Exercise brief:
"dead" is the word to look for; say how many lines of the listing below contain it, and nothing else.

Working data:

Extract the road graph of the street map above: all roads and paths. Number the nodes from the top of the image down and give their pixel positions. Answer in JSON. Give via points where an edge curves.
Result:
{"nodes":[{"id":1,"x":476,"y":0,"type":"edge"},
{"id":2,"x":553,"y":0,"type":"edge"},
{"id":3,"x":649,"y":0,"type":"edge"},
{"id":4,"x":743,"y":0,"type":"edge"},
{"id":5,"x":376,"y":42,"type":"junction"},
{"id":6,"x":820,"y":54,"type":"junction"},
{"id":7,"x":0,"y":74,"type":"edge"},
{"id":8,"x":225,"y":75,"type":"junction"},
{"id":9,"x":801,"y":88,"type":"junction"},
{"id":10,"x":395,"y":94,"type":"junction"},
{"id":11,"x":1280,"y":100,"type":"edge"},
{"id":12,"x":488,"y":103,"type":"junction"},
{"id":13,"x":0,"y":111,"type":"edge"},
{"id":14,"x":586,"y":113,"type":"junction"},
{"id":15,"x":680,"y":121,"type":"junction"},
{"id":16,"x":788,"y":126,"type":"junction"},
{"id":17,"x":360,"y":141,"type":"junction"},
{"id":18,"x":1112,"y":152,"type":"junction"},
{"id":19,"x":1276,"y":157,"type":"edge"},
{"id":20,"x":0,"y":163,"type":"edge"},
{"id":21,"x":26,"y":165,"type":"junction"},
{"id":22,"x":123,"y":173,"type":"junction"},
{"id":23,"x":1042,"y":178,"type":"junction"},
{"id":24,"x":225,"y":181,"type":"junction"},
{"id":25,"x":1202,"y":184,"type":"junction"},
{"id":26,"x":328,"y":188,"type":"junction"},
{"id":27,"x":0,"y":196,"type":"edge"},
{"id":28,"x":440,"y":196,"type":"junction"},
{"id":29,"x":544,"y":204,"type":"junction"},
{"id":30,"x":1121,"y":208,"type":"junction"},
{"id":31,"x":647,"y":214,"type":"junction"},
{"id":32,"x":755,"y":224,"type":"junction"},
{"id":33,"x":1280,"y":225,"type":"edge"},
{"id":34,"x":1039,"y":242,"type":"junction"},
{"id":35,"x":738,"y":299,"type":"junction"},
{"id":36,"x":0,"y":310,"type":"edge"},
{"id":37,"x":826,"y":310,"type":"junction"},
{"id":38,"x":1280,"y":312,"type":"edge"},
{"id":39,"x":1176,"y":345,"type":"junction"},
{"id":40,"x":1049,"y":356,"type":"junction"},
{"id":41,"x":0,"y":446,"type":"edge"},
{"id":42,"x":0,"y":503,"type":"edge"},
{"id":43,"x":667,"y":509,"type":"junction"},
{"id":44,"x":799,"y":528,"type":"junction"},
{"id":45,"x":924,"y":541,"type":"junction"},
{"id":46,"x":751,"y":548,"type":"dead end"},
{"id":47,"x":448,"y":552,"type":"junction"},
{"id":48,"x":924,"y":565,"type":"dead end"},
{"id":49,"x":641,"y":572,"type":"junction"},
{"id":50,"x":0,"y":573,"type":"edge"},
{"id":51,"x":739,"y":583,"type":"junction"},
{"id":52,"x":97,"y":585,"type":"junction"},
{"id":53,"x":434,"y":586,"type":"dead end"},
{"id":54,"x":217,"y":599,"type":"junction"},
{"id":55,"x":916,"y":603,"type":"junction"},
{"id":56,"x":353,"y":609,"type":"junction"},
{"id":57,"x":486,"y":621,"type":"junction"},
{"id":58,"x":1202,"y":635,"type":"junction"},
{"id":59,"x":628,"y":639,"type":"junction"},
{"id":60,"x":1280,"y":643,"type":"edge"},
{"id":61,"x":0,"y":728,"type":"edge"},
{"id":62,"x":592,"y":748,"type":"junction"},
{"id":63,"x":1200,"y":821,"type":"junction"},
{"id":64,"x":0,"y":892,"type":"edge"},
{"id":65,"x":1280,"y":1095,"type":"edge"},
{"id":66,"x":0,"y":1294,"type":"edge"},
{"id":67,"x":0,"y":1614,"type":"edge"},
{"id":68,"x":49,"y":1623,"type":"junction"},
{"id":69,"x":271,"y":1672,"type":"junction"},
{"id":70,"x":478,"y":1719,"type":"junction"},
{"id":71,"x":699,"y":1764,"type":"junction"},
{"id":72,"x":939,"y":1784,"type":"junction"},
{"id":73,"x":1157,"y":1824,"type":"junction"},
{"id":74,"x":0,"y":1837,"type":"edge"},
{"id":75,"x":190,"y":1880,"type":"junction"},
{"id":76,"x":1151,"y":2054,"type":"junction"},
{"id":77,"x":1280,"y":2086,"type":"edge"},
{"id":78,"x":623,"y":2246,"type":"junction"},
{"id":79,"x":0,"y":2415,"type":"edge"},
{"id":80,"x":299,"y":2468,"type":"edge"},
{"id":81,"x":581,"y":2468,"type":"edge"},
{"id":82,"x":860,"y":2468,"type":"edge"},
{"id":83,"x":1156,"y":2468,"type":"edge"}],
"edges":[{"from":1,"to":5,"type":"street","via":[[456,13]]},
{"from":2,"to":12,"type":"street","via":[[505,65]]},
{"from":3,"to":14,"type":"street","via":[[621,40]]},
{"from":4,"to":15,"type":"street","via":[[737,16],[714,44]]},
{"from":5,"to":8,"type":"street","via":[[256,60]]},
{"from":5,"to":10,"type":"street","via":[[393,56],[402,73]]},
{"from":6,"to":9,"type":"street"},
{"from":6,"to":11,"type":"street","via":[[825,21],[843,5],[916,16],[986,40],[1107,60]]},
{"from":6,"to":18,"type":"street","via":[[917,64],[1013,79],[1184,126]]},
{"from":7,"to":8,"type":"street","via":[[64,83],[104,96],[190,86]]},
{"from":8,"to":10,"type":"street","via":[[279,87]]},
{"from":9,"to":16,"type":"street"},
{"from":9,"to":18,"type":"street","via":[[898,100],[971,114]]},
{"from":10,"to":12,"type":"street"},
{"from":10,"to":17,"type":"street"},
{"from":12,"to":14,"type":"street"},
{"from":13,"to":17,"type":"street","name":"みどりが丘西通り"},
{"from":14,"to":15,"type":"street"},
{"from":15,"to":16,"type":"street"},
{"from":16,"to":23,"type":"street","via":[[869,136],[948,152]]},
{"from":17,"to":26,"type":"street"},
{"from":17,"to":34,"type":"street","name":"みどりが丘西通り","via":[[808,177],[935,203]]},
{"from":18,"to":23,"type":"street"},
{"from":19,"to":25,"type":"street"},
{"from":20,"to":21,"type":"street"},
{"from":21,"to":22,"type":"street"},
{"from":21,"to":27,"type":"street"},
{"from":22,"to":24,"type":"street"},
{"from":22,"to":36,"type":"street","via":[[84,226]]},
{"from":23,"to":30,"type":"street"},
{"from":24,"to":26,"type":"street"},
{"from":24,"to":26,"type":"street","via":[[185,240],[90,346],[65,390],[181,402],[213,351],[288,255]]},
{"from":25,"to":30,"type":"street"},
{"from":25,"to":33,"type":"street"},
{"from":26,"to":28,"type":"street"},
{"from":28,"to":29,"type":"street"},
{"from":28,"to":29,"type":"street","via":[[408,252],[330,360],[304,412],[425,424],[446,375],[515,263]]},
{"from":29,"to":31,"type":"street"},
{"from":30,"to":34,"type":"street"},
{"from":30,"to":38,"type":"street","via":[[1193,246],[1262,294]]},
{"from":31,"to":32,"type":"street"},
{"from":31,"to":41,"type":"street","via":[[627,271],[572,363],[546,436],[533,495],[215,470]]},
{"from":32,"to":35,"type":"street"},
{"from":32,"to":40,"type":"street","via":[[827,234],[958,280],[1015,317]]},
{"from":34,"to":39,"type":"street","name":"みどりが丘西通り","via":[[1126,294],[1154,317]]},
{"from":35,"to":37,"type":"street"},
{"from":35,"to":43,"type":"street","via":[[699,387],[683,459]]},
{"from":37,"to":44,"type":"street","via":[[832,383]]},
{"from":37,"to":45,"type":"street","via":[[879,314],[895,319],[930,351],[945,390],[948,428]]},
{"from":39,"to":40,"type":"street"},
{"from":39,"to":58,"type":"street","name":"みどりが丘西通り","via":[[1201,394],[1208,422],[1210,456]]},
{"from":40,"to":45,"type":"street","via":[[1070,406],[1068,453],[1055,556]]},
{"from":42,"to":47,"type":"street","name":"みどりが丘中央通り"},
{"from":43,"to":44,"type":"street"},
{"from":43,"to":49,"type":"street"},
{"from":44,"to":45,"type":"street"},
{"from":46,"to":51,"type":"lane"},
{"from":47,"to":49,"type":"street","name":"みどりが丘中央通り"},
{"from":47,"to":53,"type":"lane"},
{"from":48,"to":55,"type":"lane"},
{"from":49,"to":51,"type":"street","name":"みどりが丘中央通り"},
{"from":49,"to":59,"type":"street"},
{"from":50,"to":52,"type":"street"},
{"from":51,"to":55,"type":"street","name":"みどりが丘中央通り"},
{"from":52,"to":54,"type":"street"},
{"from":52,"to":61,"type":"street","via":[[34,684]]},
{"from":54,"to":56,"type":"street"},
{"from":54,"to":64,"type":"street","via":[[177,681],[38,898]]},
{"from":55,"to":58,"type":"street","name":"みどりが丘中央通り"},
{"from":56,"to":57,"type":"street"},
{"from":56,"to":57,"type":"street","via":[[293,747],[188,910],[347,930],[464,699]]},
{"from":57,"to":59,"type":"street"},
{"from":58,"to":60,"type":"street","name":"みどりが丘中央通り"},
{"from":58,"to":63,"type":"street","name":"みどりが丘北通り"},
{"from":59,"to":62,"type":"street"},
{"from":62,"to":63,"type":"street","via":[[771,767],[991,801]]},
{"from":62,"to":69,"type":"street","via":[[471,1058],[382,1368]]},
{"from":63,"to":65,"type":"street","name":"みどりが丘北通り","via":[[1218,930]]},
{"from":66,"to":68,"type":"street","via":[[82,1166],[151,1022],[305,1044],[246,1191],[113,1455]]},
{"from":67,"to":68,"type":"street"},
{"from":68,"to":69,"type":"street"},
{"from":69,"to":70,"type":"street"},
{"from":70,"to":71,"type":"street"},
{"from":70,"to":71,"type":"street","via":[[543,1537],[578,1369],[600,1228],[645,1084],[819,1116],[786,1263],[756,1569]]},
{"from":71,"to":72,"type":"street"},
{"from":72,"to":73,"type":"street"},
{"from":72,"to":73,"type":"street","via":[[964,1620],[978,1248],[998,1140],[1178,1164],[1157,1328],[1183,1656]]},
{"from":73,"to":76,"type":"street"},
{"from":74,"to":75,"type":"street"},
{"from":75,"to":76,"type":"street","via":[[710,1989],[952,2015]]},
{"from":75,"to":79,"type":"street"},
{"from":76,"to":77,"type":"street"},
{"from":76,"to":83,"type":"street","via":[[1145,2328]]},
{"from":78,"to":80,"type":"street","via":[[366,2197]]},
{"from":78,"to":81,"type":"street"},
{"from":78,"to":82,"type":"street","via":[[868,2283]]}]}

Result below:
3